With Louis-Philippe and Queen Victoria behind him, Winterhalter had an easy passport to the courts of Europe. His suave, cosmopolitan style transcended national boundaries, and made him universally popular as a court painter. The fall of of the French King in 1848 caused him no problems. He slid effortlessly into the good graces of the Emperor Napoleon III and Empress Eugénie, becoming the royal iconographer of the Second Empire. His masterpiece, the huge alfresco group of the Empress Eugénie Surrounded by her Ladies-in-Waiting (1855, Musée national du château de Compiègne) captures the mixture of hedonism and grandeur that characterized the court. From Paris, Winterhalter travelled to Berlin, to Madrid and Lisbon, to Amsterdam, and later to Vienna, where he captured the beauty and élan of the Empress Elizabeth. The artist is not known to have travelled to Russia, but that did not prevent him from painting the Russian Imperial family, who spent their summers in the spa towns of Germany and Switzerland. In 1856, Winterhalter had painted Queen Olga of Württemberg, Grand Duchess of Russia (fig. 2), in the spa town of Bruckinau, and the following year he painted her brother, Emperor Alexander II (untraced) and sister-in-law, Empress Maria Alexandrovna (Hermitage, St. Petersburg). The imperial pair 'did not know which of the two portraits to prefer, each being thrilled with his or her own', as the Empress's lady-in-waiting, Countess Tolstoi, informed the artist.

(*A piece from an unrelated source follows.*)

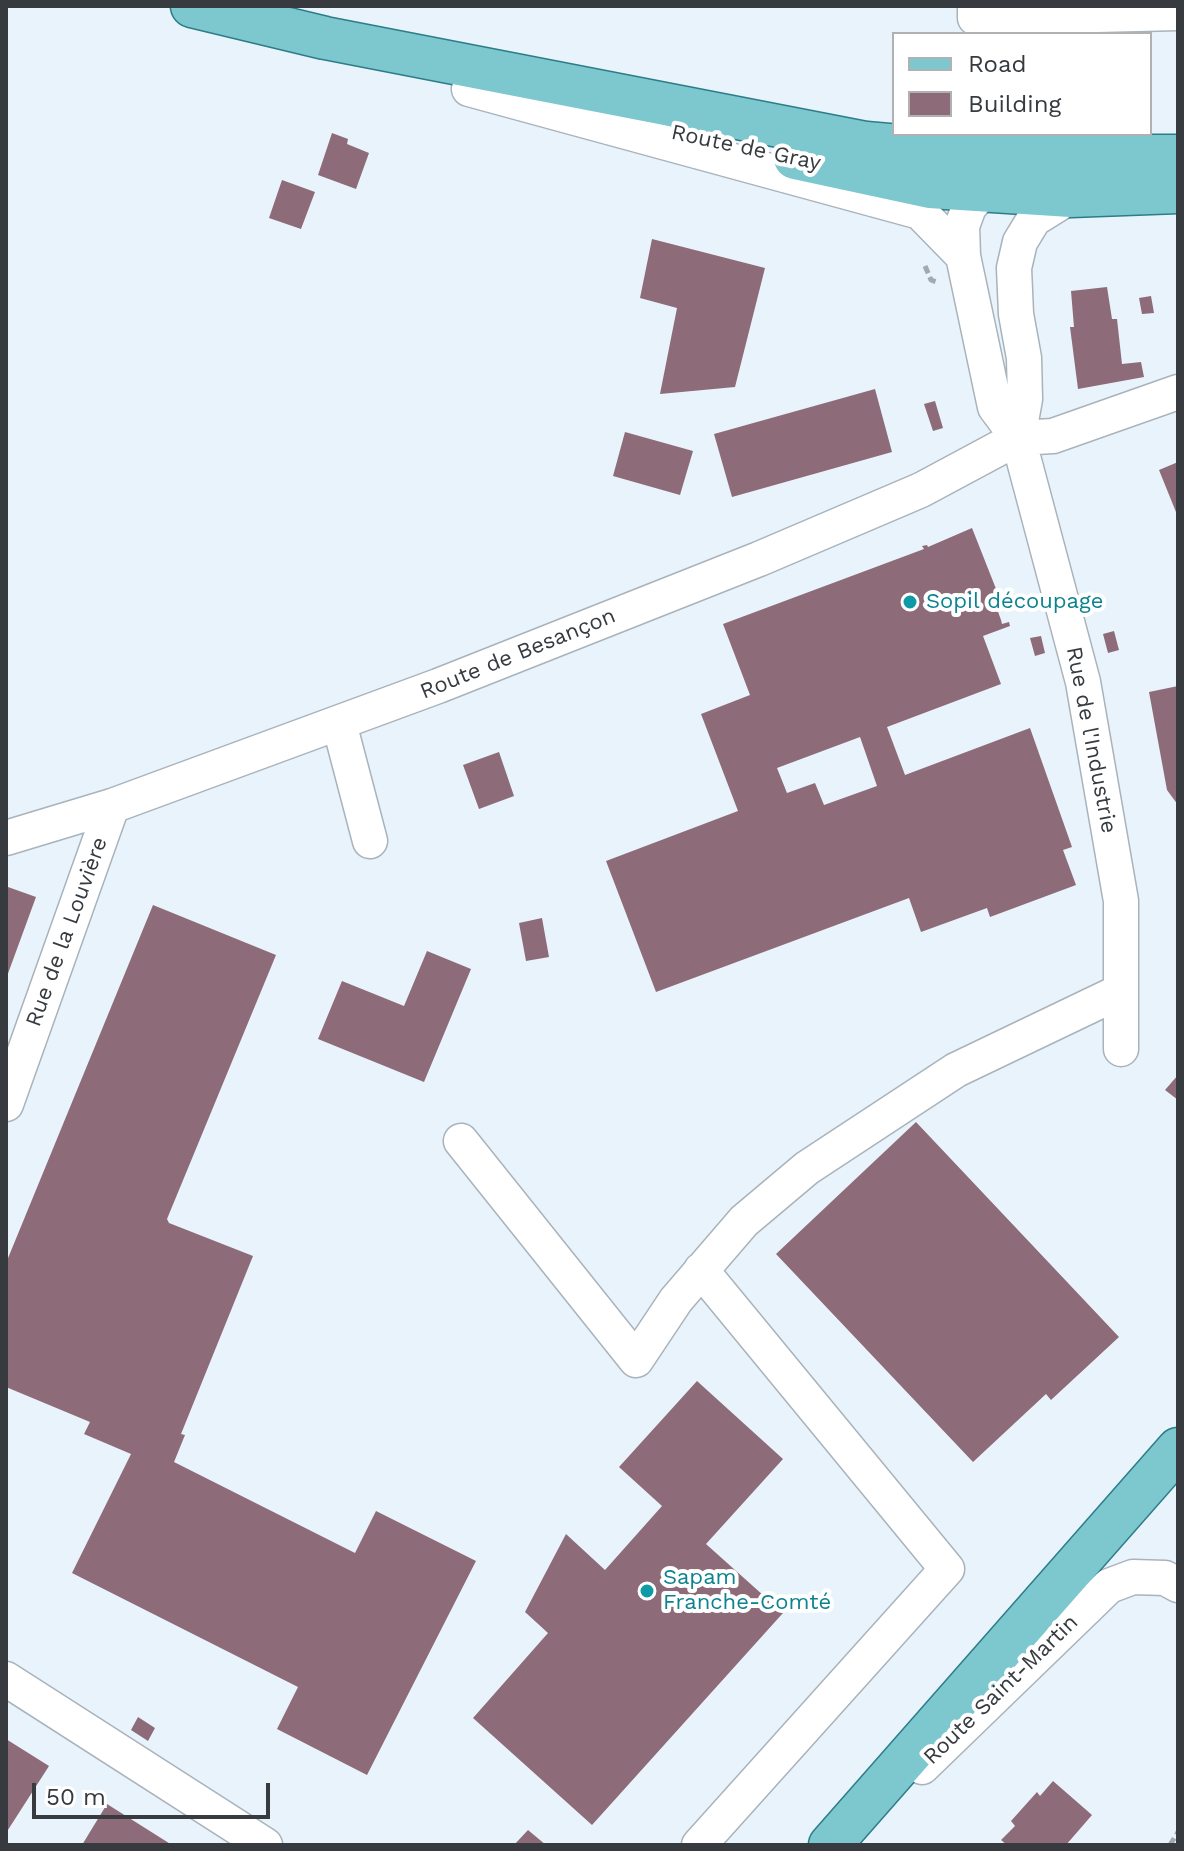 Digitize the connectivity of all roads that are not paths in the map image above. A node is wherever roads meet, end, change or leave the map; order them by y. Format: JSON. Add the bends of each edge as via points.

Winterhalter spent much of the 1840s and 1850s in Paris, a social hub for European nobility. After he had painted the Tsar and his wife, Russian aristocrats flocked to his studio there: 'The Tsarina set a trend among the ladies of her court. Everyone wanted to be painted, and over the course of the following three years, Winterhalter received sittings from a succession of Russians... [including] Princess Bariatinsky in 1858 [and her daughter] Princess Troubetskoi in 1859.' (Ormond, op. cit. p.51).

Princess Elizaveta Alexandrovna Bariatinskaia (1826-1902) was among the highest members of the Russian nobility. The eldest daughter of Prince Alexander Ivanovitch Chernyshov and his second wife, née Princess Elizaveta Nikolaevna Zotova, she was married to Prince Vladimir Ivanovitch Bariatinsky (b. 1815). In the present work, Winterhalter has displayed her three-quarter length, using an oval canvas, his preferred support for paintings of this type. The pose is informal and sympathetic, the sitter's clothes described in quick strokes of white, black and blue; the overall effect is to create a work of far greater charm and softness than Winterhalter's more rigidly posed and highly finished state portraits.